### Exercise objective:
If a line in the records below contains "nodes", copy that line.

Excerpts from a dataset
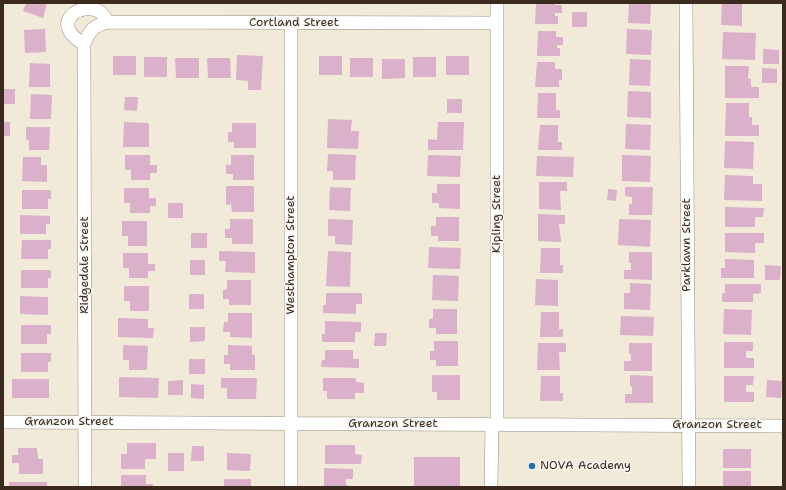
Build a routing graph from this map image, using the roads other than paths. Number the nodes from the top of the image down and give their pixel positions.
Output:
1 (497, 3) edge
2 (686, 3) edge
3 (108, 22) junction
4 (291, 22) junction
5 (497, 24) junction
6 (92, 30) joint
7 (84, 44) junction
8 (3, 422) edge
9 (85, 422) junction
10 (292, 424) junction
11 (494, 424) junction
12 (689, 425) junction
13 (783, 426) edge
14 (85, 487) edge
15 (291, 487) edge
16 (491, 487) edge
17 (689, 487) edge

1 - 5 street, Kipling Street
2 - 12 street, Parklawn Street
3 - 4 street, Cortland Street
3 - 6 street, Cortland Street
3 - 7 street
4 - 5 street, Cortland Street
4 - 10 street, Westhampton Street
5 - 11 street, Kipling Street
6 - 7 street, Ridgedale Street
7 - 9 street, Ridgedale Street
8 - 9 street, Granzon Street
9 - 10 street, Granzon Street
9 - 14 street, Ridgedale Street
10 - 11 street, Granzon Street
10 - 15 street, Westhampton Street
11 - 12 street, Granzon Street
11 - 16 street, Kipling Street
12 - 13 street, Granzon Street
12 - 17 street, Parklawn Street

==

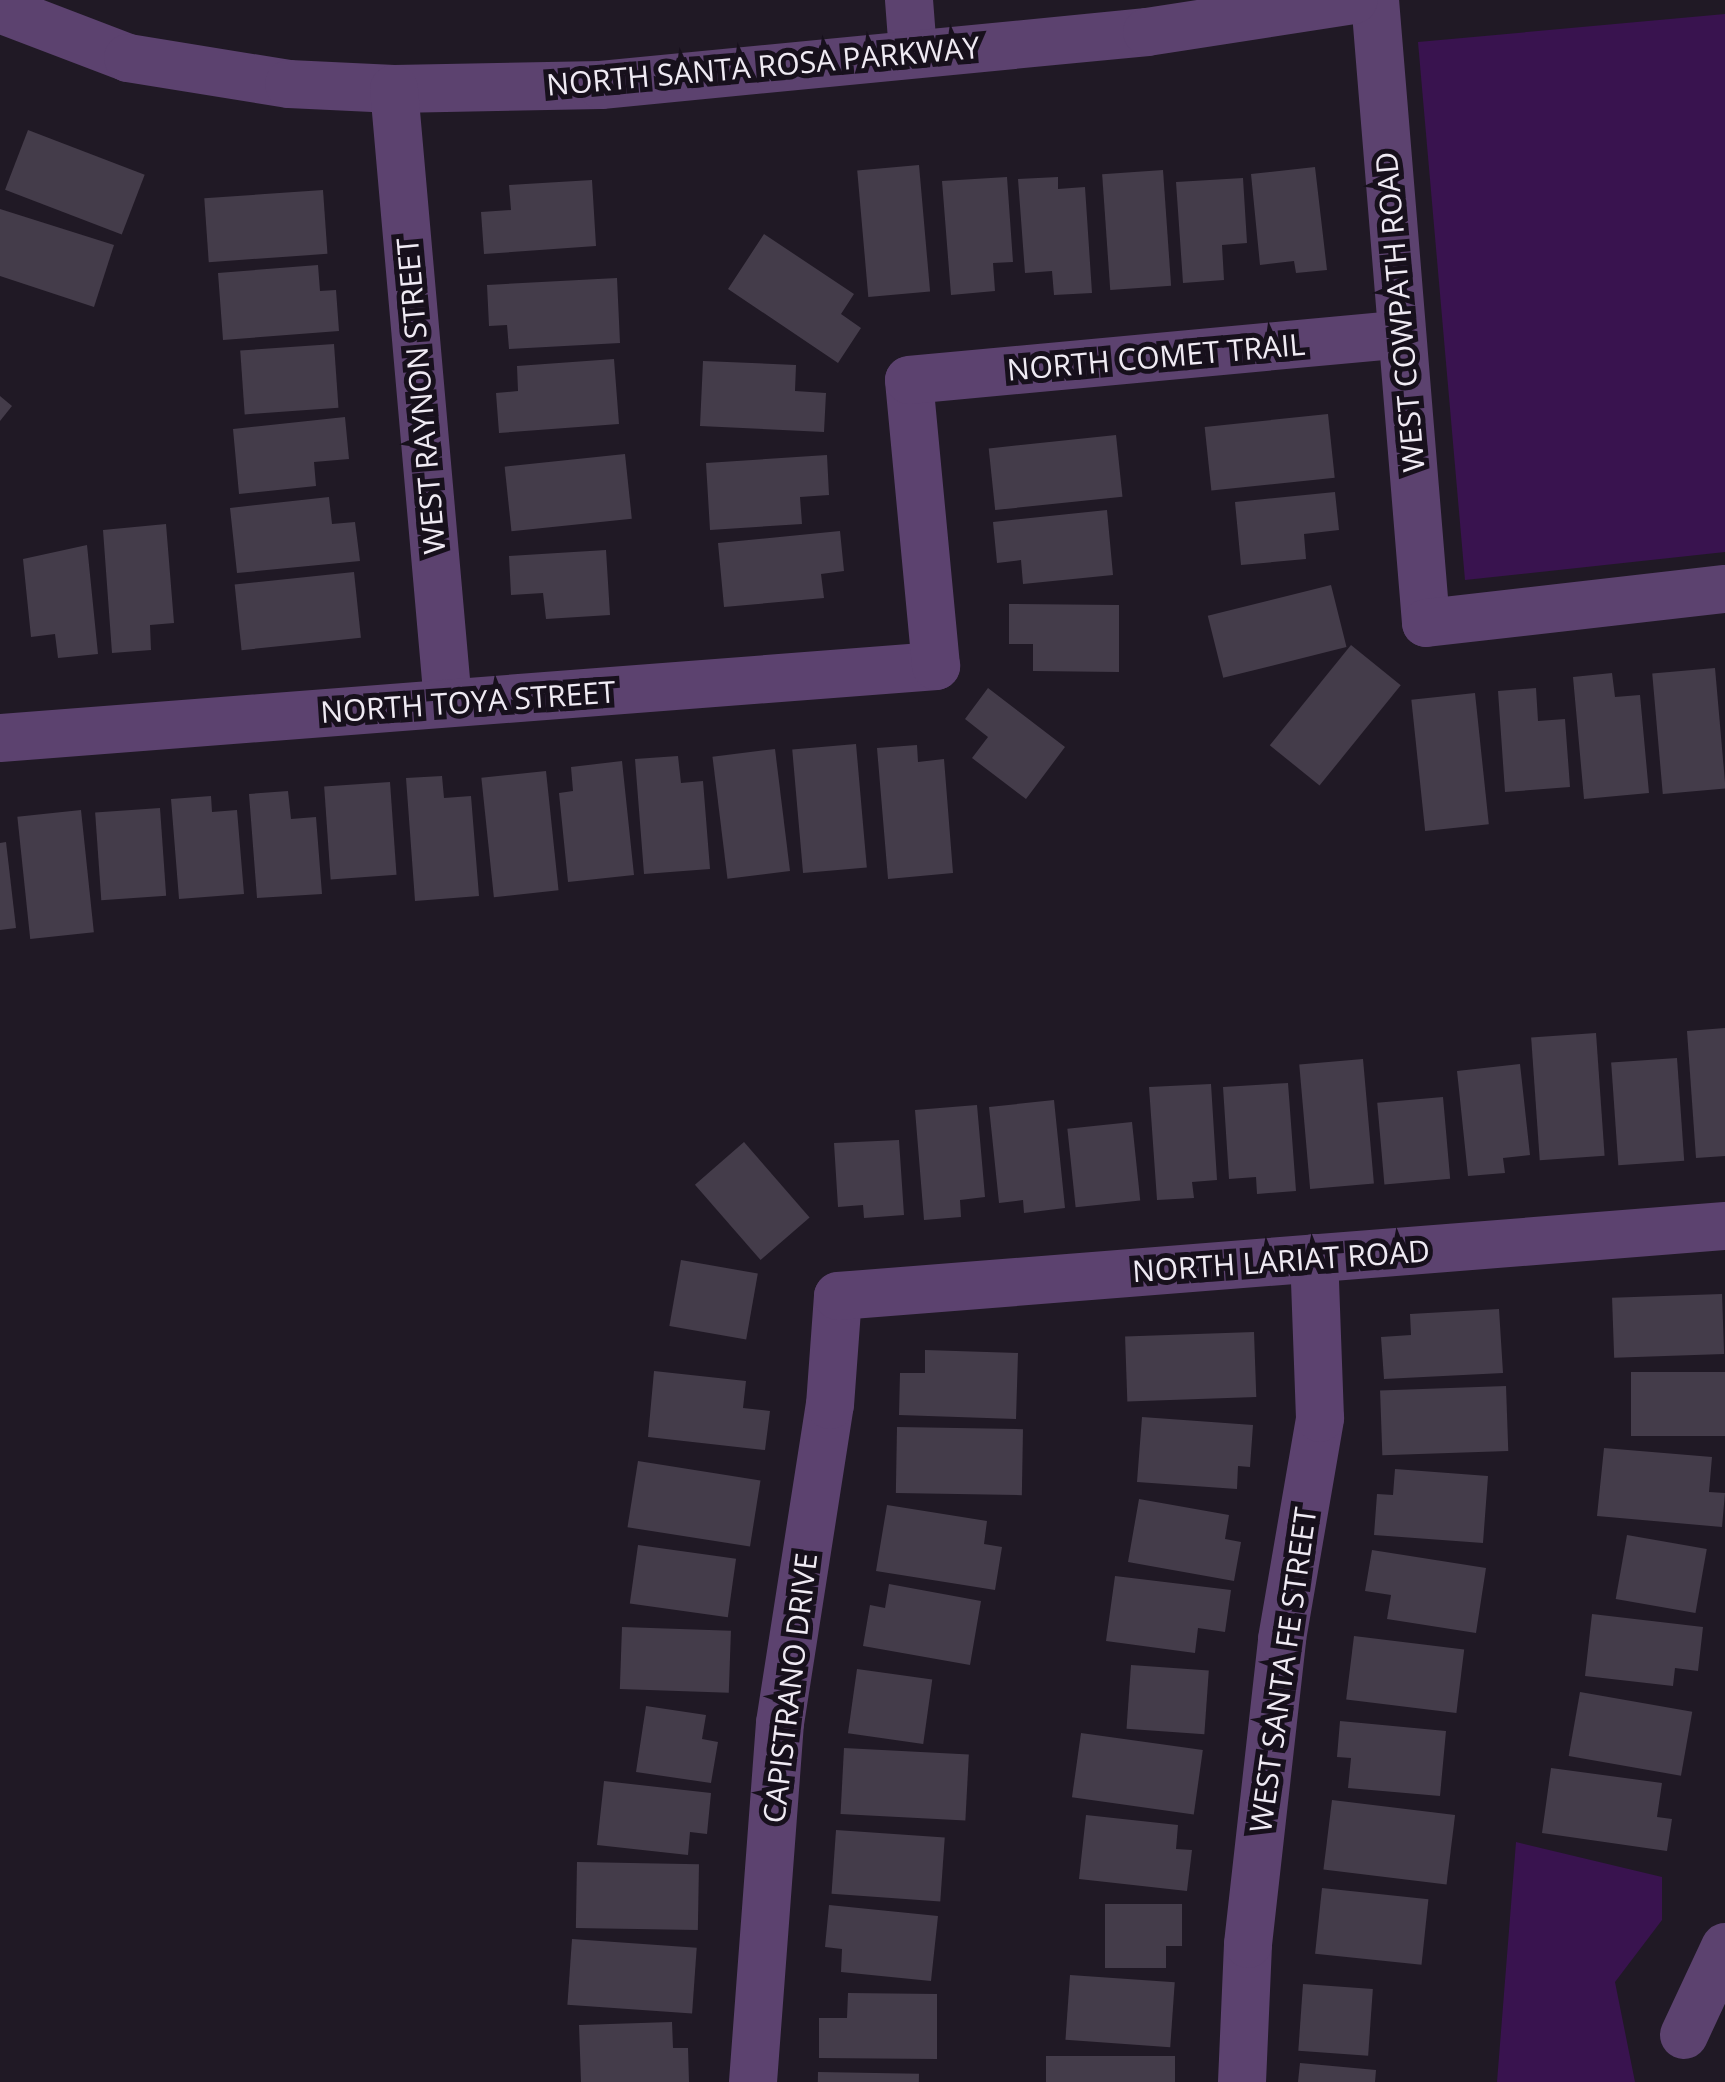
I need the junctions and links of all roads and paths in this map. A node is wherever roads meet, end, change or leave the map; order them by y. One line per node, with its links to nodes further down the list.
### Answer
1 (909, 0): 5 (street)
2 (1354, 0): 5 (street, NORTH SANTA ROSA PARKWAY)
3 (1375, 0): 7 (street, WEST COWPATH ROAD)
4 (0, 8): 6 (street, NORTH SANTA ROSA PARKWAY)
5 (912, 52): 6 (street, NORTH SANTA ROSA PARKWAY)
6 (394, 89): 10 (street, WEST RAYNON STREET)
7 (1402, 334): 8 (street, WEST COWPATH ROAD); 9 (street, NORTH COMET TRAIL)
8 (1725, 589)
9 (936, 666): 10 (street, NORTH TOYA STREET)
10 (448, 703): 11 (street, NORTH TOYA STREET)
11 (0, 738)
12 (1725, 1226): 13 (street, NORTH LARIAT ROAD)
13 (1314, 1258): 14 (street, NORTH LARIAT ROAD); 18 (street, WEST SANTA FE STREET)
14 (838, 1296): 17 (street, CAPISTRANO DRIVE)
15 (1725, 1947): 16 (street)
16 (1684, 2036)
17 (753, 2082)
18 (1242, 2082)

### Your response:
Build a routing graph from this map image, using the roads other than paths. Number the nodes from the top of the image down and give their pixel positions.
I need the junctions and links of all roads and paths in this map. A node is wherever roads meet, end, change or leave the map; order them by y. One line per node, with its links to nodes further down the list.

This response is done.